## Instructions for the task
Set down the full listing exactly as given. Any pictures are to be left out.

═════ Supplied information

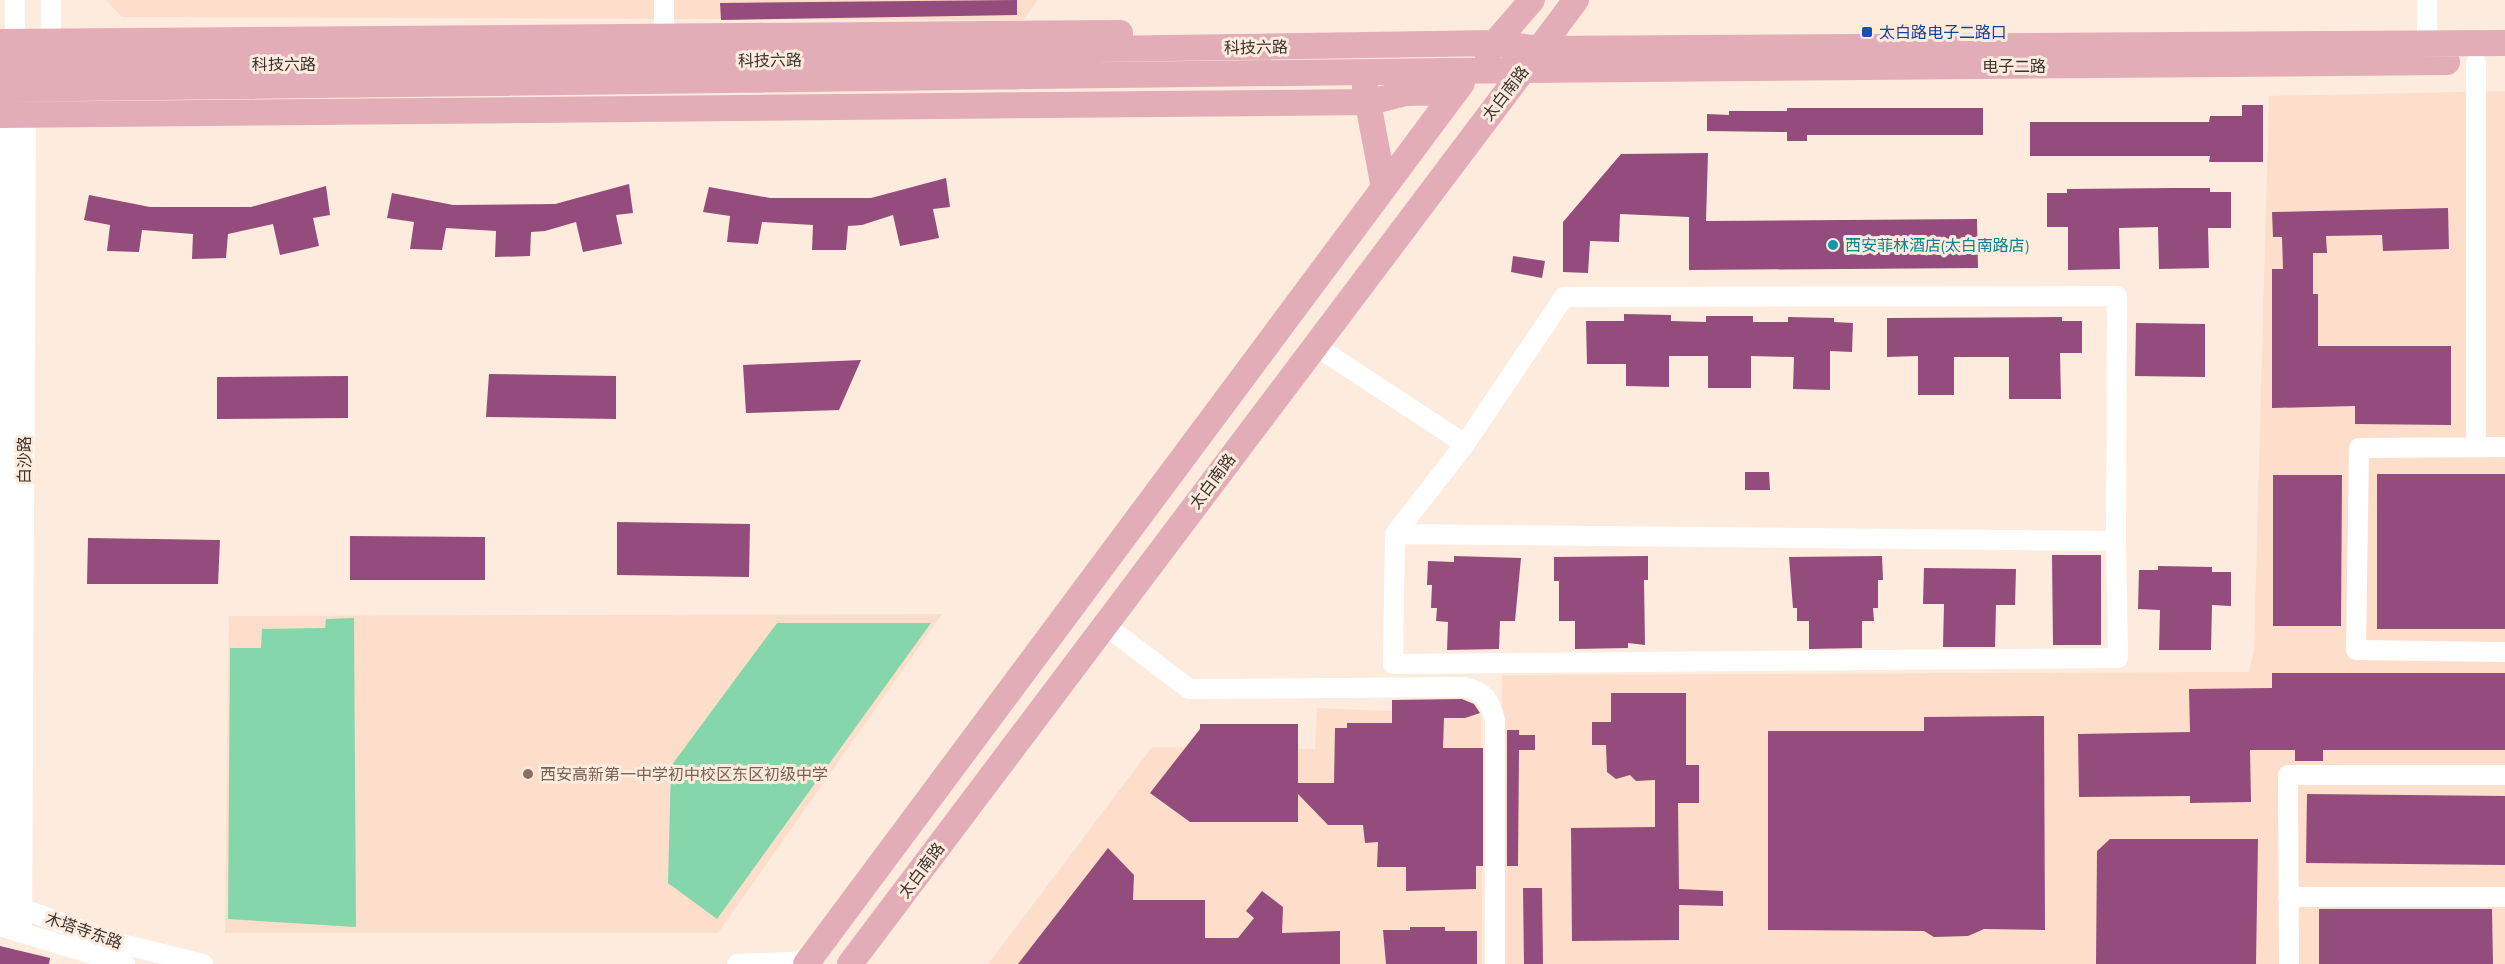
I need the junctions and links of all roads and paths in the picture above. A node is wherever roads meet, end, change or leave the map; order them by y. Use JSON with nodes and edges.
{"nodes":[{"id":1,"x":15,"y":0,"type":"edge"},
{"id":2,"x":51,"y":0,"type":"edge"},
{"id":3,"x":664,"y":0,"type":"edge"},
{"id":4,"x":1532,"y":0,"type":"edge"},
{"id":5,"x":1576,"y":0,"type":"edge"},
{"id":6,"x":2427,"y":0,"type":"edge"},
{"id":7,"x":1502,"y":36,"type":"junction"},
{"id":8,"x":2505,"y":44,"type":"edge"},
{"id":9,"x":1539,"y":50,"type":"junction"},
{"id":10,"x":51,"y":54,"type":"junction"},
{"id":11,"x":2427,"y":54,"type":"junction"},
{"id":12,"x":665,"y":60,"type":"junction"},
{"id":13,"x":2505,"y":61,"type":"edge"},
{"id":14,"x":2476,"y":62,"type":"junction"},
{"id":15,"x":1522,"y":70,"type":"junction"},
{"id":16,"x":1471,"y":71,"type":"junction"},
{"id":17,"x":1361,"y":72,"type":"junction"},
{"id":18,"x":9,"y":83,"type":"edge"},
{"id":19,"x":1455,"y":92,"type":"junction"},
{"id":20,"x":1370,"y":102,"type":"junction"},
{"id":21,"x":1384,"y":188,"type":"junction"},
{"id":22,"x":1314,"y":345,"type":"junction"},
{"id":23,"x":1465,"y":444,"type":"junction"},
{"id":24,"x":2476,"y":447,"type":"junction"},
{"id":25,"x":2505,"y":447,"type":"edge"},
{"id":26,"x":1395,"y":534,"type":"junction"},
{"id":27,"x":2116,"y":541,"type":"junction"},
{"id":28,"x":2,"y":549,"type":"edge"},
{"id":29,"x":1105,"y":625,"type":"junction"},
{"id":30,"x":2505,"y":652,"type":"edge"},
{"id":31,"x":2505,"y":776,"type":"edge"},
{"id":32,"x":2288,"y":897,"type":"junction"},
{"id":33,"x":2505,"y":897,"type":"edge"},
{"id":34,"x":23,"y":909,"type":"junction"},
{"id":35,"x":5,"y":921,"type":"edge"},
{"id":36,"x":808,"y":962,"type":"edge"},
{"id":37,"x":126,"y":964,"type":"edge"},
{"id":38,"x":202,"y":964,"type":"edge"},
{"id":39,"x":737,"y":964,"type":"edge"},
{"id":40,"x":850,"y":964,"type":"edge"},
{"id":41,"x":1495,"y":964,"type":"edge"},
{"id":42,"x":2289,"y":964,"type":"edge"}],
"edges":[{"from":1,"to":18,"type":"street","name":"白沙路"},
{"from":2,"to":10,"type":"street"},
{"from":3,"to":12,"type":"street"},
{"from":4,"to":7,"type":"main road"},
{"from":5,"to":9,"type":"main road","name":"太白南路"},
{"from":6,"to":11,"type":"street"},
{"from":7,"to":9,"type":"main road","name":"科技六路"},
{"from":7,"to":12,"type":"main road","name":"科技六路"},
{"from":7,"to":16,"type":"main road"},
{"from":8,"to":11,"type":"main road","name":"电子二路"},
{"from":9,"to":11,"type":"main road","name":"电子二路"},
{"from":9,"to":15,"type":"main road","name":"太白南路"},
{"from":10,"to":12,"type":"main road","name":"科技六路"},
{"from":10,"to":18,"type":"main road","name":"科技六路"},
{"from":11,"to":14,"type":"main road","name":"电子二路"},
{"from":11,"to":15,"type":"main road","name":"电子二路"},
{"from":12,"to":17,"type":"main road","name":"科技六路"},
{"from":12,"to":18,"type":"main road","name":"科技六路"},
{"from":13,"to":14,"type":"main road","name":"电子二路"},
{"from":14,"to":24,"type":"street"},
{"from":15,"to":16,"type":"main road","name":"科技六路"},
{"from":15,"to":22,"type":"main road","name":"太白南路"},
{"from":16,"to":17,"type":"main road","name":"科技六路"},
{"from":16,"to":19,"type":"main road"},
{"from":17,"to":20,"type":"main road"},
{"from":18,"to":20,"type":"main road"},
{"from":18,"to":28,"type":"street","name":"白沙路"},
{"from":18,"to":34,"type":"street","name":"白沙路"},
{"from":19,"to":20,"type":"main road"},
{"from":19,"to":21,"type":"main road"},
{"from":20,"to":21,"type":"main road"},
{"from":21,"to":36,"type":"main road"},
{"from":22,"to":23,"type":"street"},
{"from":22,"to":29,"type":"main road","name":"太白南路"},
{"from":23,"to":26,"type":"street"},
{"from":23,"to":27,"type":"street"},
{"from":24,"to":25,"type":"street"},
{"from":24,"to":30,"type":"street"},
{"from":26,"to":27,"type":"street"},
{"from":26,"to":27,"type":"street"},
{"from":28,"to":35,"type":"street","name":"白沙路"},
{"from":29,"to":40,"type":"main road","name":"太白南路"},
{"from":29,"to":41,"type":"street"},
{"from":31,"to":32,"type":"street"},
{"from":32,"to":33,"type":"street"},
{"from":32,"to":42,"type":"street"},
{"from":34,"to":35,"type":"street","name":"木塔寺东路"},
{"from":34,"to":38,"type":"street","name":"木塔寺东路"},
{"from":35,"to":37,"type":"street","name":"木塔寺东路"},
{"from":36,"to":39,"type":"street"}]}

══════════

## Result of this task
I need the junctions and links of all roads and paths in the picture above. A node is wherever roads meet, end, change or leave the map; order them by y. Use JSON with nodes and edges.
{"nodes":[{"id":1,"x":15,"y":0,"type":"edge"},
{"id":2,"x":51,"y":0,"type":"edge"},
{"id":3,"x":664,"y":0,"type":"edge"},
{"id":4,"x":1532,"y":0,"type":"edge"},
{"id":5,"x":1576,"y":0,"type":"edge"},
{"id":6,"x":2427,"y":0,"type":"edge"},
{"id":7,"x":1502,"y":36,"type":"junction"},
{"id":8,"x":2505,"y":44,"type":"edge"},
{"id":9,"x":1539,"y":50,"type":"junction"},
{"id":10,"x":51,"y":54,"type":"junction"},
{"id":11,"x":2427,"y":54,"type":"junction"},
{"id":12,"x":665,"y":60,"type":"junction"},
{"id":13,"x":2505,"y":61,"type":"edge"},
{"id":14,"x":2476,"y":62,"type":"junction"},
{"id":15,"x":1522,"y":70,"type":"junction"},
{"id":16,"x":1471,"y":71,"type":"junction"},
{"id":17,"x":1361,"y":72,"type":"junction"},
{"id":18,"x":9,"y":83,"type":"edge"},
{"id":19,"x":1455,"y":92,"type":"junction"},
{"id":20,"x":1370,"y":102,"type":"junction"},
{"id":21,"x":1384,"y":188,"type":"junction"},
{"id":22,"x":1314,"y":345,"type":"junction"},
{"id":23,"x":1465,"y":444,"type":"junction"},
{"id":24,"x":2476,"y":447,"type":"junction"},
{"id":25,"x":2505,"y":447,"type":"edge"},
{"id":26,"x":1395,"y":534,"type":"junction"},
{"id":27,"x":2116,"y":541,"type":"junction"},
{"id":28,"x":2,"y":549,"type":"edge"},
{"id":29,"x":1105,"y":625,"type":"junction"},
{"id":30,"x":2505,"y":652,"type":"edge"},
{"id":31,"x":2505,"y":776,"type":"edge"},
{"id":32,"x":2288,"y":897,"type":"junction"},
{"id":33,"x":2505,"y":897,"type":"edge"},
{"id":34,"x":23,"y":909,"type":"junction"},
{"id":35,"x":5,"y":921,"type":"edge"},
{"id":36,"x":808,"y":962,"type":"edge"},
{"id":37,"x":126,"y":964,"type":"edge"},
{"id":38,"x":202,"y":964,"type":"edge"},
{"id":39,"x":737,"y":964,"type":"edge"},
{"id":40,"x":850,"y":964,"type":"edge"},
{"id":41,"x":1495,"y":964,"type":"edge"},
{"id":42,"x":2289,"y":964,"type":"edge"}],
"edges":[{"from":1,"to":18,"type":"street","name":"白沙路"},
{"from":2,"to":10,"type":"street"},
{"from":3,"to":12,"type":"street"},
{"from":4,"to":7,"type":"main road"},
{"from":5,"to":9,"type":"main road","name":"太白南路"},
{"from":6,"to":11,"type":"street"},
{"from":7,"to":9,"type":"main road","name":"科技六路"},
{"from":7,"to":12,"type":"main road","name":"科技六路"},
{"from":7,"to":16,"type":"main road"},
{"from":8,"to":11,"type":"main road","name":"电子二路"},
{"from":9,"to":11,"type":"main road","name":"电子二路"},
{"from":9,"to":15,"type":"main road","name":"太白南路"},
{"from":10,"to":12,"type":"main road","name":"科技六路"},
{"from":10,"to":18,"type":"main road","name":"科技六路"},
{"from":11,"to":14,"type":"main road","name":"电子二路"},
{"from":11,"to":15,"type":"main road","name":"电子二路"},
{"from":12,"to":17,"type":"main road","name":"科技六路"},
{"from":12,"to":18,"type":"main road","name":"科技六路"},
{"from":13,"to":14,"type":"main road","name":"电子二路"},
{"from":14,"to":24,"type":"street"},
{"from":15,"to":16,"type":"main road","name":"科技六路"},
{"from":15,"to":22,"type":"main road","name":"太白南路"},
{"from":16,"to":17,"type":"main road","name":"科技六路"},
{"from":16,"to":19,"type":"main road"},
{"from":17,"to":20,"type":"main road"},
{"from":18,"to":20,"type":"main road"},
{"from":18,"to":28,"type":"street","name":"白沙路"},
{"from":18,"to":34,"type":"street","name":"白沙路"},
{"from":19,"to":20,"type":"main road"},
{"from":19,"to":21,"type":"main road"},
{"from":20,"to":21,"type":"main road"},
{"from":21,"to":36,"type":"main road"},
{"from":22,"to":23,"type":"street"},
{"from":22,"to":29,"type":"main road","name":"太白南路"},
{"from":23,"to":26,"type":"street"},
{"from":23,"to":27,"type":"street"},
{"from":24,"to":25,"type":"street"},
{"from":24,"to":30,"type":"street"},
{"from":26,"to":27,"type":"street"},
{"from":26,"to":27,"type":"street"},
{"from":28,"to":35,"type":"street","name":"白沙路"},
{"from":29,"to":40,"type":"main road","name":"太白南路"},
{"from":29,"to":41,"type":"street"},
{"from":31,"to":32,"type":"street"},
{"from":32,"to":33,"type":"street"},
{"from":32,"to":42,"type":"street"},
{"from":34,"to":35,"type":"street","name":"木塔寺东路"},
{"from":34,"to":38,"type":"street","name":"木塔寺东路"},
{"from":35,"to":37,"type":"street","name":"木塔寺东路"},
{"from":36,"to":39,"type":"street"}]}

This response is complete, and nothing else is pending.